# Import Packages

In [1]:
import os
import pandas as pd
import matplotlib.pyplot as plt
import numpy as np
import seaborn as sns
import math
import itertools
sns.set(style="ticks")
%config IPCompleter.greedy = True
from sklearn.preprocessing import LabelEncoder

import utils

# Import Data

In [2]:
  df_calendar, df_sales, df_prices= utils.import_m5_data(reduce_memory=False)

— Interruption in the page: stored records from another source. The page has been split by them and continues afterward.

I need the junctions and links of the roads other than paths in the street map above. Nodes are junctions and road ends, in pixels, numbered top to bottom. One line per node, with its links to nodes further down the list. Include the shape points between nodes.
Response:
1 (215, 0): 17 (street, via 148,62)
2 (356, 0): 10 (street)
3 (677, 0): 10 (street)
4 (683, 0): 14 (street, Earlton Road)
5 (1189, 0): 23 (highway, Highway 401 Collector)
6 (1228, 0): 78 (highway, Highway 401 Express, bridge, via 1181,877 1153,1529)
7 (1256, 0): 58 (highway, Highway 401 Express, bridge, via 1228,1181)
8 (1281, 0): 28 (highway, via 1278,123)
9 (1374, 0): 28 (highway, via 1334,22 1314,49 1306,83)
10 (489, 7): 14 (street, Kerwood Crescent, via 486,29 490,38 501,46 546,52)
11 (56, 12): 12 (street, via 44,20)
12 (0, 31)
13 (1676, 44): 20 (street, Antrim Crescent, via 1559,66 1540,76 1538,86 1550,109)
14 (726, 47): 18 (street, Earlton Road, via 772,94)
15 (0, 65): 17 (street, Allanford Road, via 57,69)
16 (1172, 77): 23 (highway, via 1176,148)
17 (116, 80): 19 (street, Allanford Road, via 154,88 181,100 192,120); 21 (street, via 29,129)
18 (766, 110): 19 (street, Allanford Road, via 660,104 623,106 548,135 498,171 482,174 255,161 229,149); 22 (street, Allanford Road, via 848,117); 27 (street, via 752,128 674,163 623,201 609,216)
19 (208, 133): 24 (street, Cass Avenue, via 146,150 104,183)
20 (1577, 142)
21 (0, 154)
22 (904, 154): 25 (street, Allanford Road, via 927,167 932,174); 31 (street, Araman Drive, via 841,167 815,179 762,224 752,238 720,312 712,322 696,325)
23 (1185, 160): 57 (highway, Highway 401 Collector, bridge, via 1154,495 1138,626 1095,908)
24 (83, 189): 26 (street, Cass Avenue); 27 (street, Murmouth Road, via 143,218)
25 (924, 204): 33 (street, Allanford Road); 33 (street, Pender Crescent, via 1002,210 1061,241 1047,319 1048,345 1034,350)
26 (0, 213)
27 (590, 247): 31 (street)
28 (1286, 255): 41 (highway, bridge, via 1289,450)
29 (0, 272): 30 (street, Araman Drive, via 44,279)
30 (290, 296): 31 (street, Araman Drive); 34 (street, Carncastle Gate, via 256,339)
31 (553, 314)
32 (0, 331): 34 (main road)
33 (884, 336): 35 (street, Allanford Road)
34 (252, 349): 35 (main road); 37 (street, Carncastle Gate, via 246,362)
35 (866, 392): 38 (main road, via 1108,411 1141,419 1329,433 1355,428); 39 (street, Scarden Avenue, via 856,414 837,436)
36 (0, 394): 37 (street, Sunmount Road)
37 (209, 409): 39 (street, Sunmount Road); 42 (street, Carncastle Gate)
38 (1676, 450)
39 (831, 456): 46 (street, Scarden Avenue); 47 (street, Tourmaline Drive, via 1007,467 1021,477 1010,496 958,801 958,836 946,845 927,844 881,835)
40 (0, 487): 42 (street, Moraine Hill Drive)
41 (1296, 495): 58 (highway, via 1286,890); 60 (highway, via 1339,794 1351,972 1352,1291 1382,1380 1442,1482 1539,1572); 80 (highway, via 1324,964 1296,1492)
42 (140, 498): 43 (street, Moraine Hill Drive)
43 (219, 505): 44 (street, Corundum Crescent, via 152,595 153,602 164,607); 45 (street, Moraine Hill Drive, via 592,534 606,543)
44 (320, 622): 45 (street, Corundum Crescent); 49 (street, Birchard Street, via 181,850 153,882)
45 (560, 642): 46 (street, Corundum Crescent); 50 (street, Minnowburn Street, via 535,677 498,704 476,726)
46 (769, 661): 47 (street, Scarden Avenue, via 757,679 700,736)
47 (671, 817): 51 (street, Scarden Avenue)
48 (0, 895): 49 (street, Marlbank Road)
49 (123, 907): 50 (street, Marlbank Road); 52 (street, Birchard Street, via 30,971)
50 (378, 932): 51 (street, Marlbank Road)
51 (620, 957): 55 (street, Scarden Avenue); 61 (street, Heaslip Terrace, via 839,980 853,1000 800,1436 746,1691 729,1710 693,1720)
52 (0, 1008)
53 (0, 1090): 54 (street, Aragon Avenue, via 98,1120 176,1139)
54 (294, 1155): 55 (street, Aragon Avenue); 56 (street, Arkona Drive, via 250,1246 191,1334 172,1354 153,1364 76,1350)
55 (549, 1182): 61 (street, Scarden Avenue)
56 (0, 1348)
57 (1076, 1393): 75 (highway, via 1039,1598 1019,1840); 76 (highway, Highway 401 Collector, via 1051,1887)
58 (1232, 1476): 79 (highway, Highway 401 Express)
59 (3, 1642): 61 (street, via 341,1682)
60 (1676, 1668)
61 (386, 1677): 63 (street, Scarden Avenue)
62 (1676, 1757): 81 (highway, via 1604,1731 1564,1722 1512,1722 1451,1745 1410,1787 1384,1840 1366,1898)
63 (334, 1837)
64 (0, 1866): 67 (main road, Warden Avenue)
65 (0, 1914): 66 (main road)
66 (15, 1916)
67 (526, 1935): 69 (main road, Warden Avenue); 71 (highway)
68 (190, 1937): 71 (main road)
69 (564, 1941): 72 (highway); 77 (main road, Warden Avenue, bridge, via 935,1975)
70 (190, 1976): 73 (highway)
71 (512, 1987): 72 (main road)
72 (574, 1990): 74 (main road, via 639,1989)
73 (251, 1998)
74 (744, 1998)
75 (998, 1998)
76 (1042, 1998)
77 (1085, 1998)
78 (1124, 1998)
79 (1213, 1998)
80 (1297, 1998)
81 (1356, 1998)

# Encode Categorical Variables if neccesairy

Problems of categorical variables:
- more memory (RAM) needed
- the notebook may crash due to categorical variables

In [3]:

def encode_categorical(df, cols, fillna=False):
    for col in cols:
        encoder = LabelEncoder()
        df[col] = encoder.fit_transform(
            df[col].fillna("MISSING") if fillna else df[col]
        )
    return df

'''
df_calendar = encode_categorical(
    df_calendar,
    ["event_name_1", "event_type_1", "event_name_2", "event_type_2"],
    fillna=True,
).pipe(utils.reduce_mem_usage)

df_sales = encode_categorical(
    df_sales, ["item_id", "dept_id", "cat_id", "store_id", "state_id"],
).pipe(utils.reduce_mem_usage)

df_prices = encode_categorical(df_prices, ["item_id", "store_id"]).pipe(
    utils.reduce_mem_usage
)
'''


'\ndf_calendar = encode_categorical(\n    df_calendar,\n    ["event_name_1", "event_type_1", "event_name_2", "event_type_2"],\n    fillna=True,\n).pipe(utils.reduce_mem_usage)\n\ndf_sales = encode_categorical(\n    df_sales, ["item_id", "dept_id", "cat_id", "store_id", "state_id"],\n).pipe(utils.reduce_mem_usage)\n\ndf_prices = encode_categorical(df_prices, ["item_id", "store_id"]).pipe(\n    utils.reduce_mem_usage\n)\n'

# Transform Dataframe

In [4]:
# Add placeholders as timeframe is different for df_sales
for i in range(1914, 1970):
    df_sales[f'd_{i}'] = 'NA'

In [5]:
# transform Dataframe
df = utils.transform_dataframe(df_sales, df_calendar, df_prices)

In [6]:
# Add column with type of data (training, validation & evaluation)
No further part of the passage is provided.